Exercise data: Begin

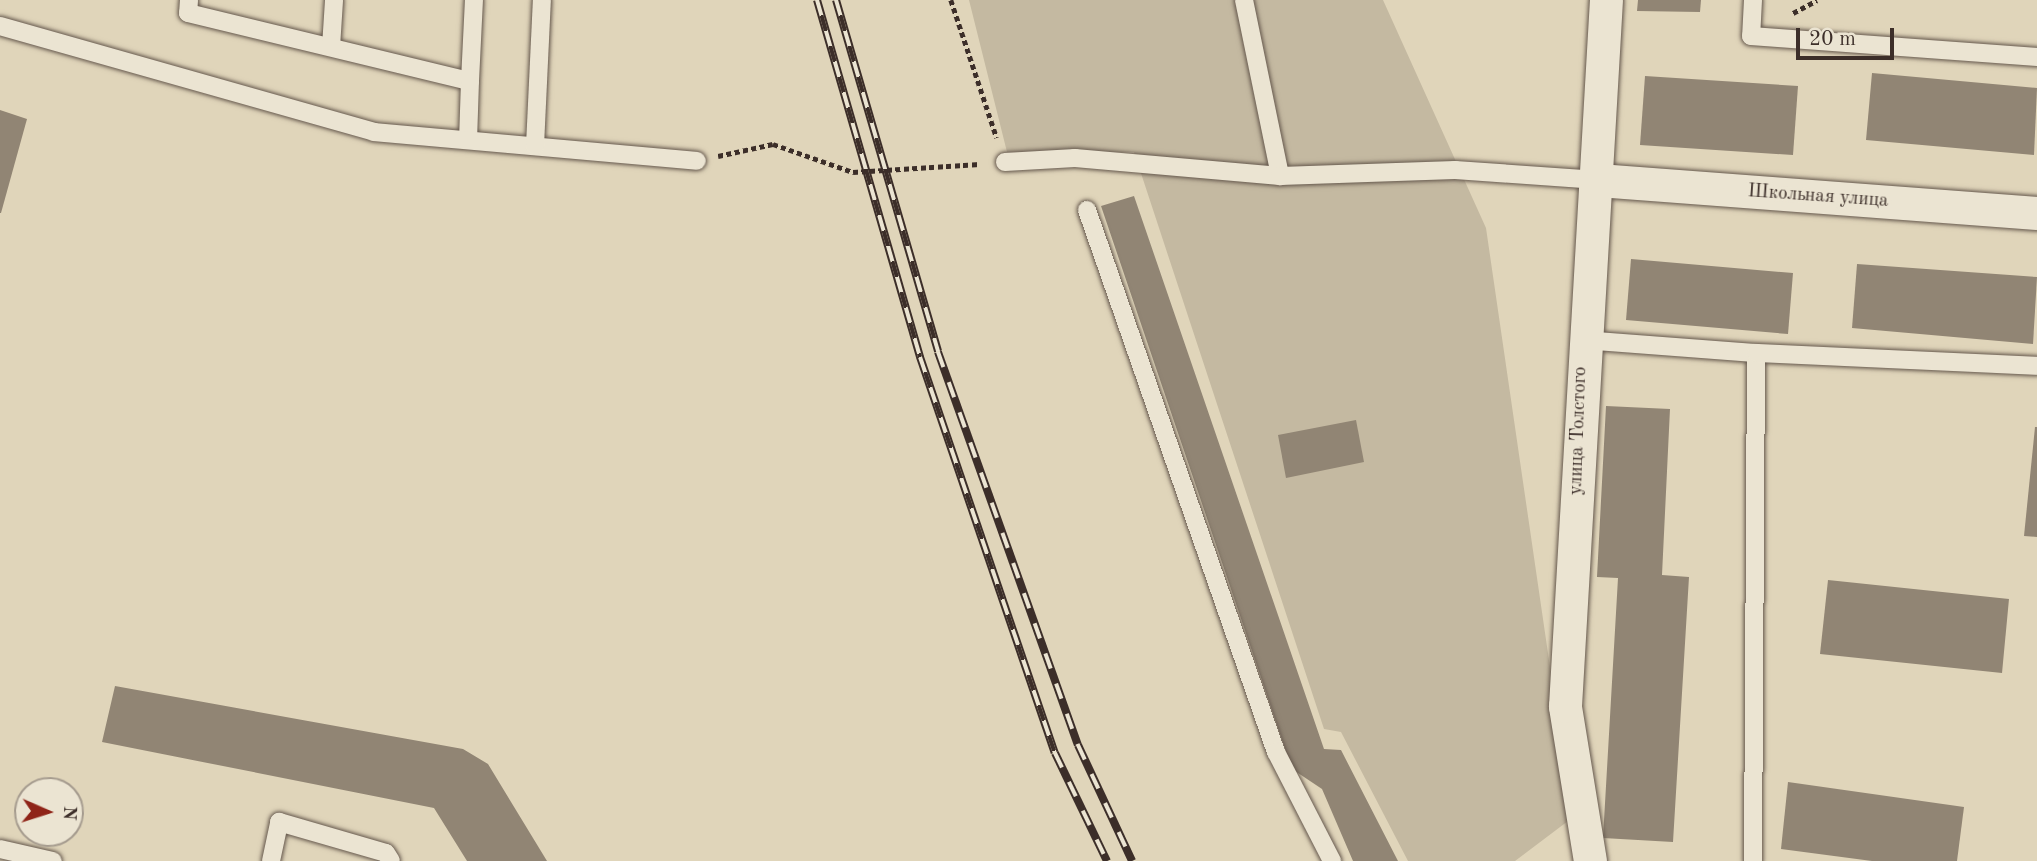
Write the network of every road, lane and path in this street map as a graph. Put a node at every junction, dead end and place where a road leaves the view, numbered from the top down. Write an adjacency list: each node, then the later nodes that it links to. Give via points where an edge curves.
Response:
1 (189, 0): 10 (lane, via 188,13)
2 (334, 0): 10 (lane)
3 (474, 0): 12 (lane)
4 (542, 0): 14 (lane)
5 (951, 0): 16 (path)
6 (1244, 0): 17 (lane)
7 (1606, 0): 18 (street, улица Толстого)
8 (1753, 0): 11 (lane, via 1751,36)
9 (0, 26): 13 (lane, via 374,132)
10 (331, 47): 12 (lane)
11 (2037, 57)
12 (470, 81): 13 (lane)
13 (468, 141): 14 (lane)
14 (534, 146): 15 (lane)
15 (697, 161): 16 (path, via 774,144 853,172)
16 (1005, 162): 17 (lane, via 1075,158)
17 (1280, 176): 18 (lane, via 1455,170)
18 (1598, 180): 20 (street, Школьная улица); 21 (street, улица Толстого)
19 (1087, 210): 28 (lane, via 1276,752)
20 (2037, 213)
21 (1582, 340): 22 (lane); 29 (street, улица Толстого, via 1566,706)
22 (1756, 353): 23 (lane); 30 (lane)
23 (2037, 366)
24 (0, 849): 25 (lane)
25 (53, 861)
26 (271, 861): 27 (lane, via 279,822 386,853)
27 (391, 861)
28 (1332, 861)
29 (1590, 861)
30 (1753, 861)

Exercise data: End

* **Directions**
The output should consist of every entry above, printed exactly, with the images removed.

* **Exercise output**
Write the network of every road, lane and path in this street map as a graph. Put a node at every junction, dead end and place where a road leaves the view, numbered from the top down. Write an adjacency list: each node, then the later nodes that it links to. Give via points where an edge curves.
Response:
1 (189, 0): 10 (lane, via 188,13)
2 (334, 0): 10 (lane)
3 (474, 0): 12 (lane)
4 (542, 0): 14 (lane)
5 (951, 0): 16 (path)
6 (1244, 0): 17 (lane)
7 (1606, 0): 18 (street, улица Толстого)
8 (1753, 0): 11 (lane, via 1751,36)
9 (0, 26): 13 (lane, via 374,132)
10 (331, 47): 12 (lane)
11 (2037, 57)
12 (470, 81): 13 (lane)
13 (468, 141): 14 (lane)
14 (534, 146): 15 (lane)
15 (697, 161): 16 (path, via 774,144 853,172)
16 (1005, 162): 17 (lane, via 1075,158)
17 (1280, 176): 18 (lane, via 1455,170)
18 (1598, 180): 20 (street, Школьная улица); 21 (street, улица Толстого)
19 (1087, 210): 28 (lane, via 1276,752)
20 (2037, 213)
21 (1582, 340): 22 (lane); 29 (street, улица Толстого, via 1566,706)
22 (1756, 353): 23 (lane); 30 (lane)
23 (2037, 366)
24 (0, 849): 25 (lane)
25 (53, 861)
26 (271, 861): 27 (lane, via 279,822 386,853)
27 (391, 861)
28 (1332, 861)
29 (1590, 861)
30 (1753, 861)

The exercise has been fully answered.